**Assignment**
Repeat the listing below in full and exactly. Pictures are to be omitted.

**Given records**
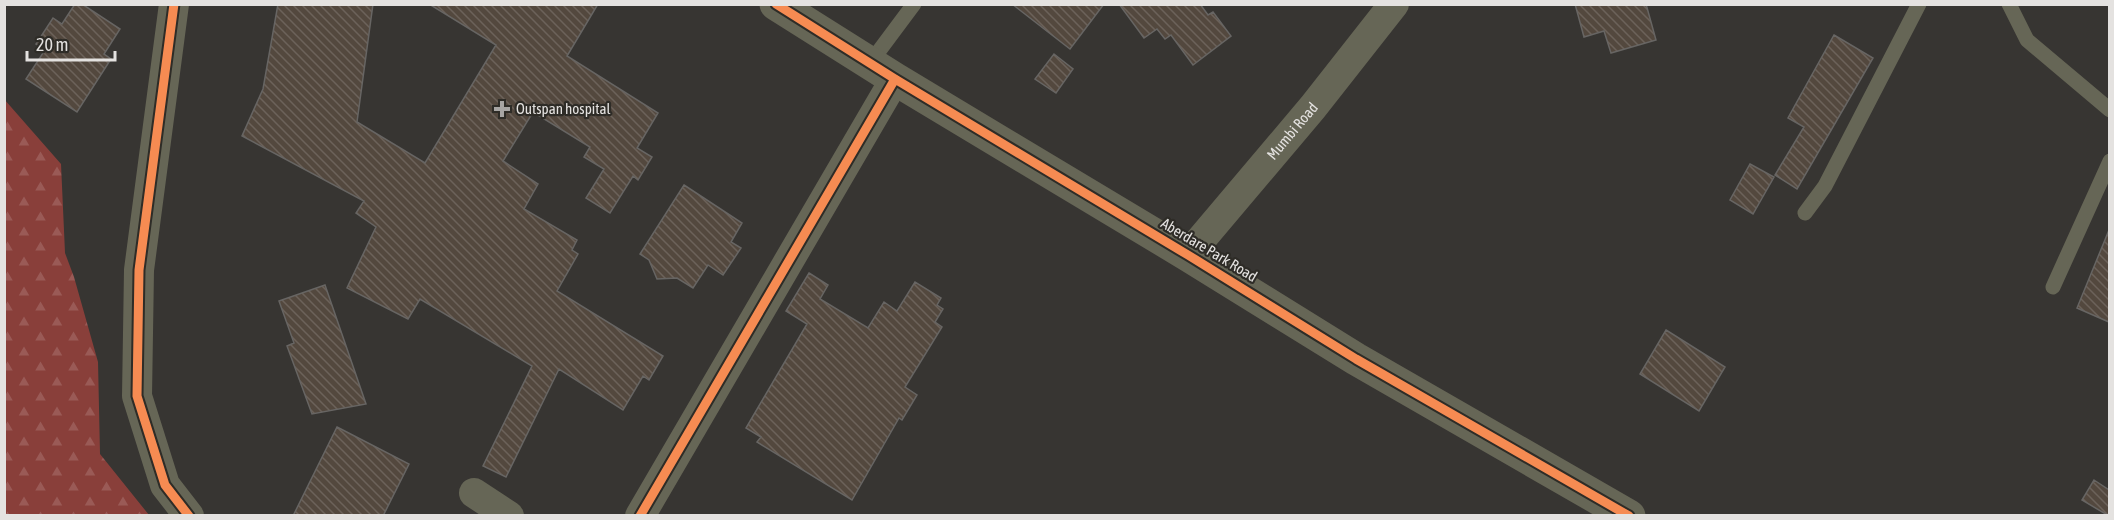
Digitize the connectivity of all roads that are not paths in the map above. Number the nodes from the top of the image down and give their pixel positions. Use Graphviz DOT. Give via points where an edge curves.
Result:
graph roads {
  1 [pos="174,4"];
  2 [pos="776,4"];
  3 [pos="914,4"];
  4 [pos="1394,4"];
  5 [pos="1919,4"];
  6 [pos="2009,4"];
  7 [pos="882,71"];
  8 [pos="2109,111"];
  9 [pos="2109,161"];
  10 [pos="1806,213"];
  11 [pos="1188,255"];
  12 [pos="2053,287"];
  13 [pos="474,493"];
  14 [pos="189,516"];
  15 [pos="509,516"];
  16 [pos="640,516"];
  17 [pos="1629,516"];
  1 -- 14 [label="street" via="139,270 137,396 165,485"];
  2 -- 7 [label="street, Aberdare Park Road"];
  3 -- 7 [label="lane"];
  4 -- 11 [label="street, Mumbi Road"];
  5 -- 10 [label="lane" via="1825,186"];
  6 -- 8 [label="lane" via="2027,40"];
  7 -- 11 [label="street, Aberdare Park Road"];
  7 -- 16 [label="street"];
  9 -- 12 [label="lane"];
  11 -- 17 [label="street, Aberdare Park Road" via="1356,359"];
  13 -- 15 [label="street"];
}
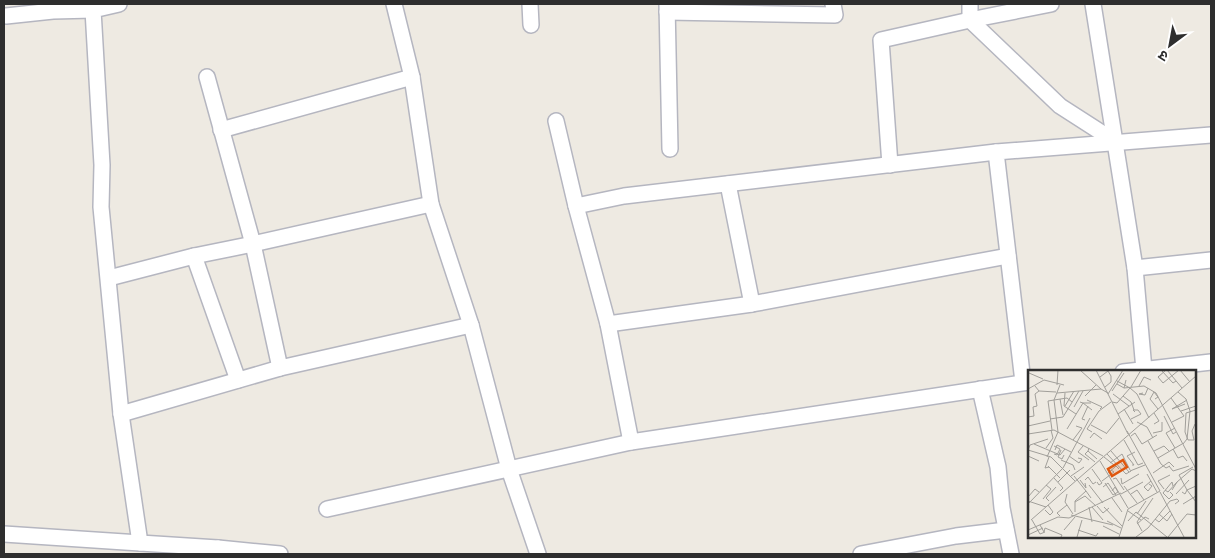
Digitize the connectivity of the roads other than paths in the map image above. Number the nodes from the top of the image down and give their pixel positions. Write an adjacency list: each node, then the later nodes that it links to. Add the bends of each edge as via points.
1 (119, 4): 9 (street)
2 (394, 4): 14 (street)
3 (530, 4): 12 (street)
4 (833, 4): 8 (street, via 835,15)
5 (970, 4): 11 (street)
6 (1051, 4): 11 (street)
7 (1093, 4): 18 (street)
8 (667, 8): 19 (street)
9 (93, 10): 10 (street); 30 (street, via 102,165 101,207)
10 (5, 12)
11 (970, 20): 18 (street, via 1060,106); 21 (street, via 881,40)
12 (531, 25)
13 (207, 77): 16 (street)
14 (412, 78): 16 (street); 23 (street)
15 (556, 121): 24 (street)
16 (221, 130): 25 (street)
17 (1211, 135): 18 (street)
18 (1116, 142): 20 (street); 29 (street)
19 (670, 149)
20 (996, 152): 21 (street); 27 (street)
21 (890, 165): 22 (street)
22 (728, 184): 24 (street, via 624,196); 31 (street)
23 (431, 204): 25 (street); 33 (street)
24 (576, 206): 32 (street)
25 (253, 244): 26 (street); 35 (street)
26 (194, 256): 30 (street); 37 (street)
27 (1008, 256): 31 (street); 38 (street)
28 (1211, 260): 29 (street)
29 (1135, 268): 36 (street)
30 (109, 278): 40 (street)
31 (752, 304): 32 (street)
32 (608, 324): 41 (street)
33 (471, 325): 35 (street); 42 (street)
34 (1211, 362): 36 (street)
35 (280, 368): 37 (street)
36 (1144, 370)
37 (238, 380): 40 (street)
38 (1026, 382): 39 (street)
39 (980, 388): 41 (street); 44 (street, via 998,467)
40 (120, 414): 46 (street)
41 (631, 442): 42 (street)
42 (509, 469): 43 (street); 49 (street)
43 (327, 509)
44 (1006, 530): 50 (street); 51 (street)
45 (4, 534): 46 (street)
46 (140, 543): 47 (street)
47 (218, 551): 48 (street)
48 (280, 554)
49 (538, 554)
50 (861, 554)
51 (1011, 554)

**Written solution**
Digitize the connectivity of all roads that are not paths in the map above. Number the nodes from the top of the image down and give their pixel positions. Use Graphviz DOT. Give via points where an edge curves.
Result:
graph roads {
  1 [pos="174,4"];
  2 [pos="776,4"];
  3 [pos="914,4"];
  4 [pos="1394,4"];
  5 [pos="1919,4"];
  6 [pos="2009,4"];
  7 [pos="882,71"];
  8 [pos="2109,111"];
  9 [pos="2109,161"];
  10 [pos="1806,213"];
  11 [pos="1188,255"];
  12 [pos="2053,287"];
  13 [pos="474,493"];
  14 [pos="189,516"];
  15 [pos="509,516"];
  16 [pos="640,516"];
  17 [pos="1629,516"];
  1 -- 14 [label="street" via="139,270 137,396 165,485"];
  2 -- 7 [label="street, Aberdare Park Road"];
  3 -- 7 [label="lane"];
  4 -- 11 [label="street, Mumbi Road"];
  5 -- 10 [label="lane" via="1825,186"];
  6 -- 8 [label="lane" via="2027,40"];
  7 -- 11 [label="street, Aberdare Park Road"];
  7 -- 16 [label="street"];
  9 -- 12 [label="lane"];
  11 -- 17 [label="street, Aberdare Park Road" via="1356,359"];
  13 -- 15 [label="street"];
}
Digitize the connectivity of the roads other than paths in the map image above. Number the nodes from the top of the image down and give their pixel positions. Write an adjacency list: each node, then the later nodes that it links to. Add the bends of each edge as via points.
1 (119, 4): 9 (street)
2 (394, 4): 14 (street)
3 (530, 4): 12 (street)
4 (833, 4): 8 (street, via 835,15)
5 (970, 4): 11 (street)
6 (1051, 4): 11 (street)
7 (1093, 4): 18 (street)
8 (667, 8): 19 (street)
9 (93, 10): 10 (street); 30 (street, via 102,165 101,207)
10 (5, 12)
11 (970, 20): 18 (street, via 1060,106); 21 (street, via 881,40)
12 (531, 25)
13 (207, 77): 16 (street)
14 (412, 78): 16 (street); 23 (street)
15 (556, 121): 24 (street)
16 (221, 130): 25 (street)
17 (1211, 135): 18 (street)
18 (1116, 142): 20 (street); 29 (street)
19 (670, 149)
20 (996, 152): 21 (street); 27 (street)
21 (890, 165): 22 (street)
22 (728, 184): 24 (street, via 624,196); 31 (street)
23 (431, 204): 25 (street); 33 (street)
24 (576, 206): 32 (street)
25 (253, 244): 26 (street); 35 (street)
26 (194, 256): 30 (street); 37 (street)
27 (1008, 256): 31 (street); 38 (street)
28 (1211, 260): 29 (street)
29 (1135, 268): 36 (street)
30 (109, 278): 40 (street)
31 (752, 304): 32 (street)
32 (608, 324): 41 (street)
33 (471, 325): 35 (street); 42 (street)
34 (1211, 362): 36 (street)
35 (280, 368): 37 (street)
36 (1144, 370)
37 (238, 380): 40 (street)
38 (1026, 382): 39 (street)
39 (980, 388): 41 (street); 44 (street, via 998,467)
40 (120, 414): 46 (street)
41 (631, 442): 42 (street)
42 (509, 469): 43 (street); 49 (street)
43 (327, 509)
44 (1006, 530): 50 (street); 51 (street)
45 (4, 534): 46 (street)
46 (140, 543): 47 (street)
47 (218, 551): 48 (street)
48 (280, 554)
49 (538, 554)
50 (861, 554)
51 (1011, 554)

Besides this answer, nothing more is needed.